(Recorded data)

###

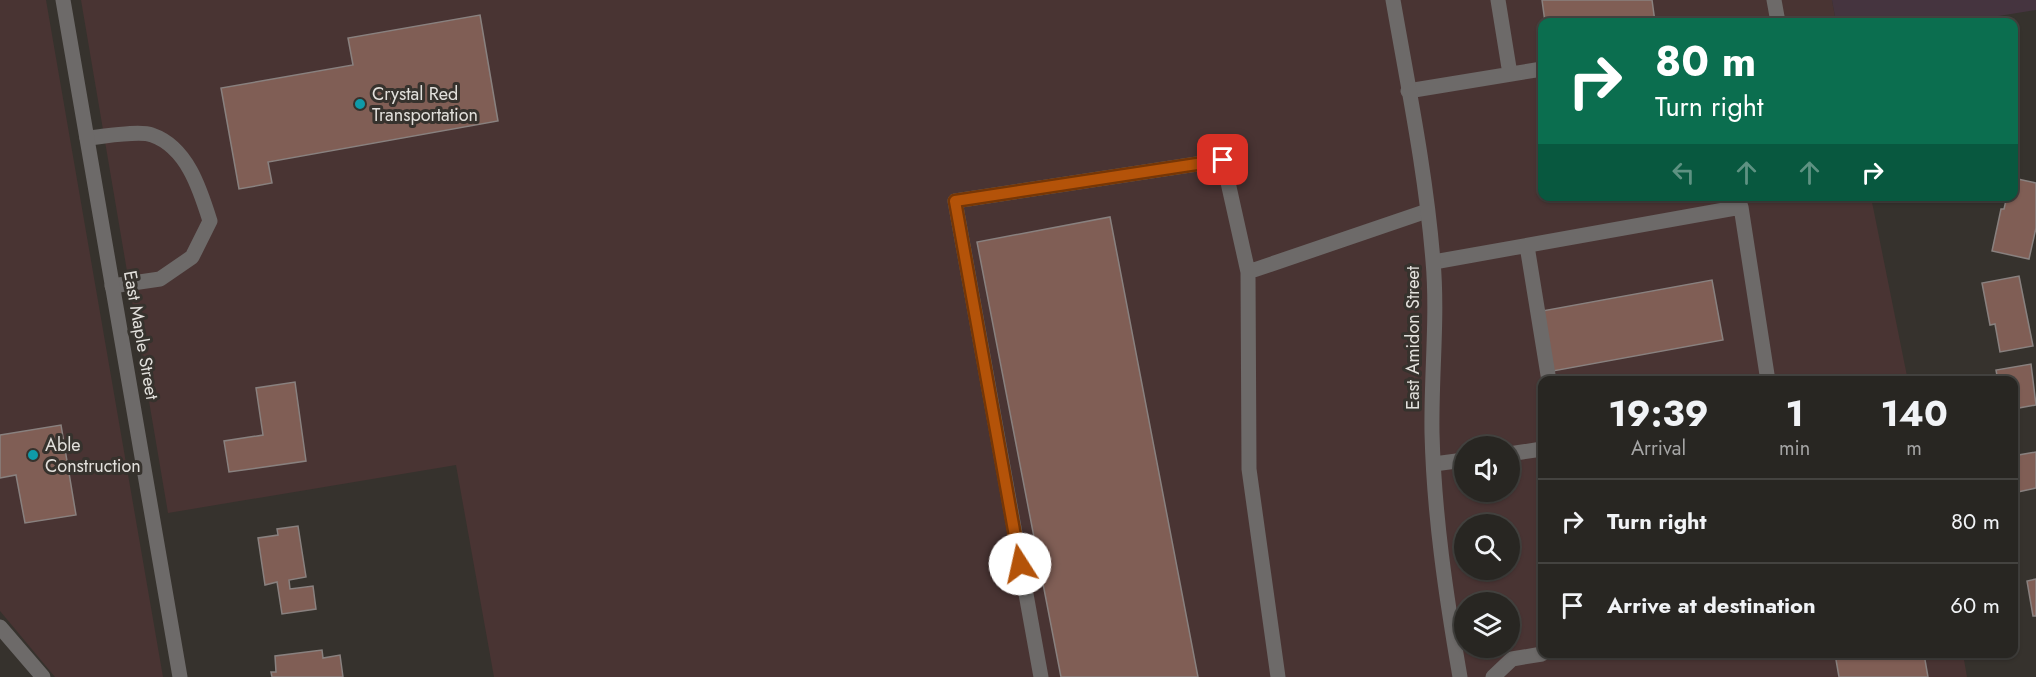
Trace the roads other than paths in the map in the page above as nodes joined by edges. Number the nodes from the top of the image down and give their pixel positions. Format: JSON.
{"nodes":[{"id":1,"x":63,"y":0,"type":"edge"},
{"id":2,"x":1393,"y":0,"type":"edge"},
{"id":3,"x":1498,"y":0,"type":"edge"},
{"id":4,"x":1774,"y":0,"type":"edge"},
{"id":5,"x":1777,"y":18,"type":"edge"},
{"id":6,"x":1538,"y":70,"type":"edge"},
{"id":7,"x":1510,"y":74,"type":"junction"},
{"id":8,"x":1408,"y":91,"type":"junction"},
{"id":9,"x":87,"y":138,"type":"junction"},
{"id":10,"x":1427,"y":211,"type":"junction"},
{"id":11,"x":1527,"y":246,"type":"junction"},
{"id":12,"x":1434,"y":262,"type":"junction"},
{"id":13,"x":1248,"y":272,"type":"junction"},
{"id":14,"x":112,"y":286,"type":"junction"},
{"id":15,"x":1548,"y":376,"type":"edge"},
{"id":16,"x":1767,"y":376,"type":"edge"},
{"id":17,"x":1538,"y":450,"type":"edge"},
{"id":18,"x":1520,"y":452,"type":"edge"},
{"id":19,"x":1454,"y":461,"type":"edge"},
{"id":20,"x":1434,"y":464,"type":"junction"},
{"id":21,"x":0,"y":627,"type":"edge"},
{"id":22,"x":1538,"y":655,"type":"edge"},
{"id":23,"x":43,"y":677,"type":"edge"},
{"id":24,"x":180,"y":677,"type":"edge"},
{"id":25,"x":1041,"y":677,"type":"edge"},
{"id":26,"x":1278,"y":677,"type":"edge"},
{"id":27,"x":1460,"y":677,"type":"edge"},
{"id":28,"x":1493,"y":677,"type":"edge"}],
"edges":[{"from":1,"to":9,"type":"street","name":"East Maple Street"},
{"from":2,"to":8,"type":"street","name":"East Amidon Street"},
{"from":3,"to":7,"type":"street"},
{"from":4,"to":5,"type":"street"},
{"from":6,"to":7,"type":"street"},
{"from":7,"to":8,"type":"street"},
{"from":8,"to":10,"type":"street","name":"East Amidon Street"},
{"from":9,"to":14,"type":"street","name":"East Maple Street"},
{"from":9,"to":14,"type":"street"},
{"from":10,"to":12,"type":"street","name":"East Amidon Street"},
{"from":10,"to":13,"type":"street"},
{"from":11,"to":12,"type":"street"},
{"from":11,"to":15,"type":"street"},
{"from":11,"to":16,"type":"street"},
{"from":12,"to":20,"type":"street","name":"East Amidon Street"},
{"from":13,"to":25,"type":"street"},
{"from":13,"to":26,"type":"street"},
{"from":14,"to":24,"type":"street","name":"East Maple Street"},
{"from":17,"to":18,"type":"street"},
{"from":19,"to":20,"type":"street"},
{"from":20,"to":27,"type":"street","name":"East Amidon Street"},
{"from":21,"to":23,"type":"street"},
{"from":22,"to":28,"type":"street"}]}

###

Only the count should be given: the number of lines in the entries above containing the word "edges".

## SOLUTION FOR THIS EXERCISE
2